++++ SOURCE INFORMATION
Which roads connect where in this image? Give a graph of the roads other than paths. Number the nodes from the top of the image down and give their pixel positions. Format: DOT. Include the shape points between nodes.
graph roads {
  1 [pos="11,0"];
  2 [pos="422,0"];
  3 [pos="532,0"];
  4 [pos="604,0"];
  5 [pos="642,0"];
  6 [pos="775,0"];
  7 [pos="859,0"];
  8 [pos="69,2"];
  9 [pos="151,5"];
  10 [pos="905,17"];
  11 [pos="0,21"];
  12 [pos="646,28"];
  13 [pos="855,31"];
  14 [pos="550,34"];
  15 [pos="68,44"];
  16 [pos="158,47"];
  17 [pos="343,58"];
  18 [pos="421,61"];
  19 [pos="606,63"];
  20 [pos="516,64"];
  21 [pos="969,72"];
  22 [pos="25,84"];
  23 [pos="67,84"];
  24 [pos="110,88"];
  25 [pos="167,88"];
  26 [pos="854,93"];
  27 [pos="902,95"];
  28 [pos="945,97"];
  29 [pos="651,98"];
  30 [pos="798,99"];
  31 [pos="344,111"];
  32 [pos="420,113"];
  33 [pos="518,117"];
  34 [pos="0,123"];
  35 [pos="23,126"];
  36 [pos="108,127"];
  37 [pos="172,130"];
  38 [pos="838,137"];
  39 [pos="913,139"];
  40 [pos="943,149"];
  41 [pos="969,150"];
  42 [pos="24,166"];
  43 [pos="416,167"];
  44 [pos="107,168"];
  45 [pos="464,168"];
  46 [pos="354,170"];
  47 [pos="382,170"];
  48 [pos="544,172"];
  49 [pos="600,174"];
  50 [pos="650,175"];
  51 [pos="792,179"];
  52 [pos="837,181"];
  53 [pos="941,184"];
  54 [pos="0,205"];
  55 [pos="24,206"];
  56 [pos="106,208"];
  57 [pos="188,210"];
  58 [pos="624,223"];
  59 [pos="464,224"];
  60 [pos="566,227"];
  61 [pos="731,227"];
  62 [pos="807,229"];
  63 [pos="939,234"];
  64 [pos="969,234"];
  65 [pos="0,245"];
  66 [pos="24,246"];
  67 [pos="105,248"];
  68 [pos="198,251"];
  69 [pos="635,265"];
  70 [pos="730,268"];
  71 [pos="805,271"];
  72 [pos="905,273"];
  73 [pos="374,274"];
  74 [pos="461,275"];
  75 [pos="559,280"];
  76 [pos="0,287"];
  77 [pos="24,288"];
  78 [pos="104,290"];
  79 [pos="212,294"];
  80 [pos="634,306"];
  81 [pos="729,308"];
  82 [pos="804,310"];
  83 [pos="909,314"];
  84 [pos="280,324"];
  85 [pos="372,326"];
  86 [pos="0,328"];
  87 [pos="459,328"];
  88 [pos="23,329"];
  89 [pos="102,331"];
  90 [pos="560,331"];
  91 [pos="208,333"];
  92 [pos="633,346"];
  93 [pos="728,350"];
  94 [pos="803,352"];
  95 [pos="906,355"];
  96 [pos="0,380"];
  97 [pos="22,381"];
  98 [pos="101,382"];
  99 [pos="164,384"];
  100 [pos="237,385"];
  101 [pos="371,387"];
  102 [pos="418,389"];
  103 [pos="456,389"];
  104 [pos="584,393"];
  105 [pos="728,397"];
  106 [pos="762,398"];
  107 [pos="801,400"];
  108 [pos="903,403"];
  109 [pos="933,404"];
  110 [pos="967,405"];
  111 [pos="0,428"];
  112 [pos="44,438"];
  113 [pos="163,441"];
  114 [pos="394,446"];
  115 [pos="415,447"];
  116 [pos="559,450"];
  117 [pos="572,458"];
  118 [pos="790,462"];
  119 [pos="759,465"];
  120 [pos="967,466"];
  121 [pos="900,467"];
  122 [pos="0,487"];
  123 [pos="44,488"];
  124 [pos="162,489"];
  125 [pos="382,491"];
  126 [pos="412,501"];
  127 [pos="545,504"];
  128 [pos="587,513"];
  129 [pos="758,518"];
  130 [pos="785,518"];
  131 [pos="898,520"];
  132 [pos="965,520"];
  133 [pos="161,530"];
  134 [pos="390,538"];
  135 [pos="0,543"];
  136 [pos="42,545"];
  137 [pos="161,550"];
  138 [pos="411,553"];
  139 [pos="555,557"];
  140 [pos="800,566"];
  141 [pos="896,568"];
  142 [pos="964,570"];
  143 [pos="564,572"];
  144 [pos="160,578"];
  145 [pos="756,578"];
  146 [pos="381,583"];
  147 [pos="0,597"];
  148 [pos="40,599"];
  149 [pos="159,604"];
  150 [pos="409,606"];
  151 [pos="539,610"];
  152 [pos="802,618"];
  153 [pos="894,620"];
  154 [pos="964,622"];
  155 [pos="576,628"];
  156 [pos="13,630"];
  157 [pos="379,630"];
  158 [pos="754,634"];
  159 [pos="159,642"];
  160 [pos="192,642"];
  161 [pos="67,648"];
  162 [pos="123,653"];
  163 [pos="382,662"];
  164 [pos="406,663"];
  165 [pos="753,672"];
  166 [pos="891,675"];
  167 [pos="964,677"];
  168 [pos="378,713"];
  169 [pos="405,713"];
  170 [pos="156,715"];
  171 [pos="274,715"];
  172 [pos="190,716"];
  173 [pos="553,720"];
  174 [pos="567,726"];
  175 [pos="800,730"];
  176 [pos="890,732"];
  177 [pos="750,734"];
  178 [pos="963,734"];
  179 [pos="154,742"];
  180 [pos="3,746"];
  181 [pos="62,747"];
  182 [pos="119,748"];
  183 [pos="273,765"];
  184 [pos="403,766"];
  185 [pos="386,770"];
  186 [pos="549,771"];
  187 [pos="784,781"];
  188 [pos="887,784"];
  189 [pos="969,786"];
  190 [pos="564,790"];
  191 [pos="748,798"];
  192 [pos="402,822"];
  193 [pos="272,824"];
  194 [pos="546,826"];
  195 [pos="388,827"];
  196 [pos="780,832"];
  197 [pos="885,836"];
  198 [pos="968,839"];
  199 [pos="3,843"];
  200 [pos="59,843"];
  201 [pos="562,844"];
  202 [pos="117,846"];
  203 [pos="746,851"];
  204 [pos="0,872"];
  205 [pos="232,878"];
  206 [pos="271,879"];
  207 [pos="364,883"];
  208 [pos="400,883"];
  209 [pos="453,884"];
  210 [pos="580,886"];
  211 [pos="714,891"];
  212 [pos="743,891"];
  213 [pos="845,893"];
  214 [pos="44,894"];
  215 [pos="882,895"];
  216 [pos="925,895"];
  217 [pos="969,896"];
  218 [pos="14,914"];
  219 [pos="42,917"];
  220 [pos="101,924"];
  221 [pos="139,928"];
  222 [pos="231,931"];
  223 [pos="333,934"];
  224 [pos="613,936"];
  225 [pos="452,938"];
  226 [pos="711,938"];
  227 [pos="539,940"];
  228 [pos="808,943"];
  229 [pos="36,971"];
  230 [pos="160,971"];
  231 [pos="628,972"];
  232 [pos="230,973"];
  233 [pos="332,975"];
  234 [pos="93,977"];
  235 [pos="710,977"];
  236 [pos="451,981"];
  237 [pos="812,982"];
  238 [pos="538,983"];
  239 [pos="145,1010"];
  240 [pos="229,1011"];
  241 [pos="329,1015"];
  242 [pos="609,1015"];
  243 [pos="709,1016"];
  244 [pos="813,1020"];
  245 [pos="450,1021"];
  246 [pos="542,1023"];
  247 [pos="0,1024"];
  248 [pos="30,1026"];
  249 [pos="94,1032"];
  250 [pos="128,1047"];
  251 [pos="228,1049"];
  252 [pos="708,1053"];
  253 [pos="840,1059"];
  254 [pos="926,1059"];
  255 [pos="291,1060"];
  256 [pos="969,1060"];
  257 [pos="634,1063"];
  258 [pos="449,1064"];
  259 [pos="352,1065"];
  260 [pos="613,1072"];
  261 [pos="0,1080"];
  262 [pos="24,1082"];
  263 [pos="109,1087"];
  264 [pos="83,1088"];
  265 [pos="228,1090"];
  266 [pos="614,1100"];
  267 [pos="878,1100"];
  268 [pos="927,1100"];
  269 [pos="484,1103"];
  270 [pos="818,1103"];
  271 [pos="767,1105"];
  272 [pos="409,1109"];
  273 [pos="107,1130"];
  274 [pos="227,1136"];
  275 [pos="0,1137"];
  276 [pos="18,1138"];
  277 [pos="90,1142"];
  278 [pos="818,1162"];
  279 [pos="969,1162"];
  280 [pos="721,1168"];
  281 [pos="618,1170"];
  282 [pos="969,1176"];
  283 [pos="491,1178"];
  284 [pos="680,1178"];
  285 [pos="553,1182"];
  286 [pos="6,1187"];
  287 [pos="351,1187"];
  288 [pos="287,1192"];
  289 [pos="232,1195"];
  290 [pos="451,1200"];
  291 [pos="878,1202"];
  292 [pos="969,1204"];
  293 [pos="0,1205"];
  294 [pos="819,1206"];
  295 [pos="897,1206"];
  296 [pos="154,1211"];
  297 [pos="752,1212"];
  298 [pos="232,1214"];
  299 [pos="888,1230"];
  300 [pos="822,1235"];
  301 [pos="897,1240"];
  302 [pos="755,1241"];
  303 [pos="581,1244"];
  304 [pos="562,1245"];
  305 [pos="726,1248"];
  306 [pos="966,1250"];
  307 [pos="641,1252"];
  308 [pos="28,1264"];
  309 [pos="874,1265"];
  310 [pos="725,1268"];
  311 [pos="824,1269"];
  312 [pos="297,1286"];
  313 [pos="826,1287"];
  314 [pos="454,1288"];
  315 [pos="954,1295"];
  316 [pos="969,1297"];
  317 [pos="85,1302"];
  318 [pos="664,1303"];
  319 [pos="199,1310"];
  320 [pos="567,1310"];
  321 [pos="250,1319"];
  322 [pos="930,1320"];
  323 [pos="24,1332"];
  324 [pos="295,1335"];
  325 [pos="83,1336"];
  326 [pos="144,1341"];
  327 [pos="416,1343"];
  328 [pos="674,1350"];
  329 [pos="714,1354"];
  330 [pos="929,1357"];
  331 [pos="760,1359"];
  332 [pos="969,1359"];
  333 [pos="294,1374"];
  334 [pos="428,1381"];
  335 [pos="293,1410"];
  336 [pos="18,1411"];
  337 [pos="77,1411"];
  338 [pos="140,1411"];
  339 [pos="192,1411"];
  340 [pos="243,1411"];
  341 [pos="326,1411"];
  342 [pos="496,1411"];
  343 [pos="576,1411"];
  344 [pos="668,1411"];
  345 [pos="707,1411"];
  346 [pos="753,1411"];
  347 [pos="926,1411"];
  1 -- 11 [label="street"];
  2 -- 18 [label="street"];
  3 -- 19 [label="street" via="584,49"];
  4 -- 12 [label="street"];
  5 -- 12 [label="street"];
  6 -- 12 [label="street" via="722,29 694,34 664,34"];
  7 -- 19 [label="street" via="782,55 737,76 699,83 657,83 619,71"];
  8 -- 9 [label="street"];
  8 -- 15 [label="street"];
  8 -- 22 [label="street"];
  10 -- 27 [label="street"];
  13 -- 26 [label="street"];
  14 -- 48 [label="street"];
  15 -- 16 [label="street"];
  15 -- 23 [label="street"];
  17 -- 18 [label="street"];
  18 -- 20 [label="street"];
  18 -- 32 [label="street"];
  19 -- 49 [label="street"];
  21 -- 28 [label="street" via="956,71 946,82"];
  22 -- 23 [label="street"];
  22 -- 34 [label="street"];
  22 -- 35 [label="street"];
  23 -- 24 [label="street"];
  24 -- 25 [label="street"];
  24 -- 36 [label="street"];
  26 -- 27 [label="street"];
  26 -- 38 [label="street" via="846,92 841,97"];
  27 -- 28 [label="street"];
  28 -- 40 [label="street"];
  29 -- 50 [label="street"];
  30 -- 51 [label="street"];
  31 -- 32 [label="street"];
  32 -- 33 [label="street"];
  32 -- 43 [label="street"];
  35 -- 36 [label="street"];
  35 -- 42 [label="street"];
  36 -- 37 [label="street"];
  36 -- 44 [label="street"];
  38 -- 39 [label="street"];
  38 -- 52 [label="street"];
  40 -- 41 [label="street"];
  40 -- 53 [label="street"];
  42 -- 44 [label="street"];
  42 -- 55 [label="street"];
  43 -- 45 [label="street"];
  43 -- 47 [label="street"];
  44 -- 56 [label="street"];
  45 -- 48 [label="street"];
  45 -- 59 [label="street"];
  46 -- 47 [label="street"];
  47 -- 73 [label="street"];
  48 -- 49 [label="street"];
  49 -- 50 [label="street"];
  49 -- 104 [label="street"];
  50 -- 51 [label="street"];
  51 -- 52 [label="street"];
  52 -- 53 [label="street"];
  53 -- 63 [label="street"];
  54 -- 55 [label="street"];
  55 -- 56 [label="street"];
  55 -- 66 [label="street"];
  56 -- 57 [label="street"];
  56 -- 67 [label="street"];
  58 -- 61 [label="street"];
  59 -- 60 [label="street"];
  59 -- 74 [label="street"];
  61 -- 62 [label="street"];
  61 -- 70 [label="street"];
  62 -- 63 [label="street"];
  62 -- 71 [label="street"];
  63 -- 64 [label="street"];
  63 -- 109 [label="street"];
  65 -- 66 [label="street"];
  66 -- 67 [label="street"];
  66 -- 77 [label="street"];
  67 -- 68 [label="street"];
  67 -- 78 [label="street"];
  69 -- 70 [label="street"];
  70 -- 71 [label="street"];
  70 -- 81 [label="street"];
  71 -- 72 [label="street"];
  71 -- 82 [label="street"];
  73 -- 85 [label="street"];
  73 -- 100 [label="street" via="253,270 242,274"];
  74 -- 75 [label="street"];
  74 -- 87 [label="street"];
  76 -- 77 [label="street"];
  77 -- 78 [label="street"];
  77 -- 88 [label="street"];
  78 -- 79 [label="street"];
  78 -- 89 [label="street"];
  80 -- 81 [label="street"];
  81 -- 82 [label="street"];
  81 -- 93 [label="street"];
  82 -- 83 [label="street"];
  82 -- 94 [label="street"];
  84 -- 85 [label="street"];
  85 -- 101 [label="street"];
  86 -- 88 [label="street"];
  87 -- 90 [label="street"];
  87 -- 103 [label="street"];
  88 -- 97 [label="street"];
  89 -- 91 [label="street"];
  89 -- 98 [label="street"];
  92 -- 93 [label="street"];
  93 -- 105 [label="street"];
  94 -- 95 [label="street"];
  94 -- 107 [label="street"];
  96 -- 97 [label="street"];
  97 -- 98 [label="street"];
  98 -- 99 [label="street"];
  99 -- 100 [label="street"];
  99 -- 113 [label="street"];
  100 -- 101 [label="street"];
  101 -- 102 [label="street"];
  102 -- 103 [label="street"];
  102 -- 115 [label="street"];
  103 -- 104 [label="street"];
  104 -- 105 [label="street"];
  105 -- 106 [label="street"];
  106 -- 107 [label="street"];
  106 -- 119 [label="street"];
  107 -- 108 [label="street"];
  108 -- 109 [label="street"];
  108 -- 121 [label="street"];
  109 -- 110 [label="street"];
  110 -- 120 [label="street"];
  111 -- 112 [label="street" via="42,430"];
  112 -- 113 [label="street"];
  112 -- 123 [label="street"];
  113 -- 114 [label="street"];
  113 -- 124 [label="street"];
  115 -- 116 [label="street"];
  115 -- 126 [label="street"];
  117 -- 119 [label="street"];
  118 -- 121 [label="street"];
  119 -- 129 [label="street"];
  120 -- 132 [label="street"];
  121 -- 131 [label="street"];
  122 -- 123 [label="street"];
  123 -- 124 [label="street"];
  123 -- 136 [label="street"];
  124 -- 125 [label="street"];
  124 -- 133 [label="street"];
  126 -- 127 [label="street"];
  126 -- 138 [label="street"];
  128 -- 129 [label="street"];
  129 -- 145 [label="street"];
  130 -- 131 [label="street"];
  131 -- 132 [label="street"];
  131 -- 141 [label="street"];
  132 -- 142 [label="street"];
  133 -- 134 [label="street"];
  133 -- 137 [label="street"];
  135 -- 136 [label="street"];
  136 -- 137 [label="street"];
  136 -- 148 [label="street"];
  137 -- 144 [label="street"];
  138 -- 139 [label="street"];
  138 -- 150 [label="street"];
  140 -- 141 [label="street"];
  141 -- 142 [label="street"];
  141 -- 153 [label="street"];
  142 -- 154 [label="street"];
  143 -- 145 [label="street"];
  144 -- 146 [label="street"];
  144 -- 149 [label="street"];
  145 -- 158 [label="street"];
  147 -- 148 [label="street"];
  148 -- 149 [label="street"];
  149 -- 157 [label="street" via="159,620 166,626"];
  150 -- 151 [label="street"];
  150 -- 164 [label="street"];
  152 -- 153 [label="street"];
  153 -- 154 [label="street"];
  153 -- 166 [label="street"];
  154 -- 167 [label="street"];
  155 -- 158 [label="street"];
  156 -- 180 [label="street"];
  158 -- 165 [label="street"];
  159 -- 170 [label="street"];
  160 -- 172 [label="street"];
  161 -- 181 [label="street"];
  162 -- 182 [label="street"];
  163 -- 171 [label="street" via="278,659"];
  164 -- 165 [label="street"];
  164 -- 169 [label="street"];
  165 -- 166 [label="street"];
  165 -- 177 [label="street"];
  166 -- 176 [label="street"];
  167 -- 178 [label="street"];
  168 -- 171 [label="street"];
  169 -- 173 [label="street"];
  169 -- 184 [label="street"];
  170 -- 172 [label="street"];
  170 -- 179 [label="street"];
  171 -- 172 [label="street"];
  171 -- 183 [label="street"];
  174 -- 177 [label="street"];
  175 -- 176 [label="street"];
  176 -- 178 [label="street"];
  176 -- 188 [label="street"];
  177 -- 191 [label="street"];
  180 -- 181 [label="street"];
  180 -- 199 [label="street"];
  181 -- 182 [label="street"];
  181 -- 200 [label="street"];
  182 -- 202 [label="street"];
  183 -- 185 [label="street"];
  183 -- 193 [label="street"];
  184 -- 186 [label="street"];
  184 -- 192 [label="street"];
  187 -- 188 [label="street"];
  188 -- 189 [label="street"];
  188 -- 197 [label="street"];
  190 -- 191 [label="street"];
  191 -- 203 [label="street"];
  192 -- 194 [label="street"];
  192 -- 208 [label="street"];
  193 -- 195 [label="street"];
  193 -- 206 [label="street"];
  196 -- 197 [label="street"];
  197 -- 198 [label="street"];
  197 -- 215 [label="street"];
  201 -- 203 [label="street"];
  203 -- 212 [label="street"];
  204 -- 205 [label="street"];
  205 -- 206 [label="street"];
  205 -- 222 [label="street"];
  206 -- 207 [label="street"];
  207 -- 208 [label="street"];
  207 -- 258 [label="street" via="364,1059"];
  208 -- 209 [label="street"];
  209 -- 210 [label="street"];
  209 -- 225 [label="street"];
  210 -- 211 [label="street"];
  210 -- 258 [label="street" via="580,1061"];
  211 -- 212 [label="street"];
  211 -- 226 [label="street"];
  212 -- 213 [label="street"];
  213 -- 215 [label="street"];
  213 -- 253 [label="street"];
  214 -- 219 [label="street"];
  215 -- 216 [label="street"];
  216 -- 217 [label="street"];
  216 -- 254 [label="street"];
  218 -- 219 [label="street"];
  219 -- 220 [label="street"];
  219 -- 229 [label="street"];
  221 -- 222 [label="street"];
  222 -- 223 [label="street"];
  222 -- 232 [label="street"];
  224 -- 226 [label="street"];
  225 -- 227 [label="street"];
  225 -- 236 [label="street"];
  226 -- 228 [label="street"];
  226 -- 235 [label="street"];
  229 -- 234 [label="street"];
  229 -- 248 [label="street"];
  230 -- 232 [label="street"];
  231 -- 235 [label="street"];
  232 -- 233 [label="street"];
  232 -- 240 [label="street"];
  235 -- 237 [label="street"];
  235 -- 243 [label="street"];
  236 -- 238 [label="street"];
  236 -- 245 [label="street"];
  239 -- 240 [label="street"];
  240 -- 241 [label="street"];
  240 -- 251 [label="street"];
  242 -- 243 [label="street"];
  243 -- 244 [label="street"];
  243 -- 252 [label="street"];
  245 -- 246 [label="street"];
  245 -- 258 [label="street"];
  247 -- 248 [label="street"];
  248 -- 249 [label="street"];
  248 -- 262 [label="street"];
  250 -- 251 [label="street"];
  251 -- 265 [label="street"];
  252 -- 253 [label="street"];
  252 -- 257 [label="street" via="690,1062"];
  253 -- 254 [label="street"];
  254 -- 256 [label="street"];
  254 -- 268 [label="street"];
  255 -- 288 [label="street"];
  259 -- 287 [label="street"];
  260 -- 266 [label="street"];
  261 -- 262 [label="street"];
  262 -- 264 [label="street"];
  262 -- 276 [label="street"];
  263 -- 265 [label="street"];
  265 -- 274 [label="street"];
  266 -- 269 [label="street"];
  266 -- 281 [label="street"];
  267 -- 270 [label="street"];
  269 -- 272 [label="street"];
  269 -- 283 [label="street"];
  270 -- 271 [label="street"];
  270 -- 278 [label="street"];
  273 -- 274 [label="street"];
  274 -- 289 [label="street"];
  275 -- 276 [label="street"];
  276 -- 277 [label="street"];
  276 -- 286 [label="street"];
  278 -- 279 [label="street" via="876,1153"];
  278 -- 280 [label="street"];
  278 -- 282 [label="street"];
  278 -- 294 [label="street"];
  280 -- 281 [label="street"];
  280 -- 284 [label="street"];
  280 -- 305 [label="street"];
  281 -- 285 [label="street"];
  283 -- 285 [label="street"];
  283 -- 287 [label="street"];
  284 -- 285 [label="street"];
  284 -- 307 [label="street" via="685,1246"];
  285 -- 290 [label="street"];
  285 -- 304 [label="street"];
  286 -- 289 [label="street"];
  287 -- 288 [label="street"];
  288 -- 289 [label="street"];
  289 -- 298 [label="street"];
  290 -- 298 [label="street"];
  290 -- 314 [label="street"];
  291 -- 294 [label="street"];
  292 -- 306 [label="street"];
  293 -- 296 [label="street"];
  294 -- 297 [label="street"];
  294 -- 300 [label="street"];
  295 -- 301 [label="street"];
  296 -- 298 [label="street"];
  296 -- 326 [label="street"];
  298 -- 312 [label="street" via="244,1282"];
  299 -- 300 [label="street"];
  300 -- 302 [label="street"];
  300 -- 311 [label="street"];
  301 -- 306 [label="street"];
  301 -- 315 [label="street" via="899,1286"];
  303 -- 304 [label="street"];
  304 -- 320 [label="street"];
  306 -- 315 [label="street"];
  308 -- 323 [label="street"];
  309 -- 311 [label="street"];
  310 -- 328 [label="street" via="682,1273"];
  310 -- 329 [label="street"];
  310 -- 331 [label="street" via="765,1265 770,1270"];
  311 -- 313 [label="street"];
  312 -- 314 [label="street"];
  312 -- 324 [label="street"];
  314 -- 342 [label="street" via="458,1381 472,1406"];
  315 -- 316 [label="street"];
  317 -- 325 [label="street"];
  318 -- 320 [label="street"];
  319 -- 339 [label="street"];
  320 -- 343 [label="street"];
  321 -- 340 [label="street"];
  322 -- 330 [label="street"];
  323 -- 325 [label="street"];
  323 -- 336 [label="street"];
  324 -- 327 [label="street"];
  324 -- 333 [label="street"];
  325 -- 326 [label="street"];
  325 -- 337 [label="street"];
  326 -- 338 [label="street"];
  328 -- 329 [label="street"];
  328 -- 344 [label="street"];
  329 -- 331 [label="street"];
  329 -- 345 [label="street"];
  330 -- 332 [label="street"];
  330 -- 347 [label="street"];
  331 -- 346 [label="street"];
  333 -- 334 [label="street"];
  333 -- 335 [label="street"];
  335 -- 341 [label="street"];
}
++++++++
EXERCISE GOAL -> Which lines in the data hold the string "roads"? Copy each of them.

ANSWER SECTION ->
Which roads connect where in this image? Give a graph of the roads other than paths. Number the nodes from the top of the image down and give their pixel positions. Format: DOT. Include the shape points between nodes.
graph roads {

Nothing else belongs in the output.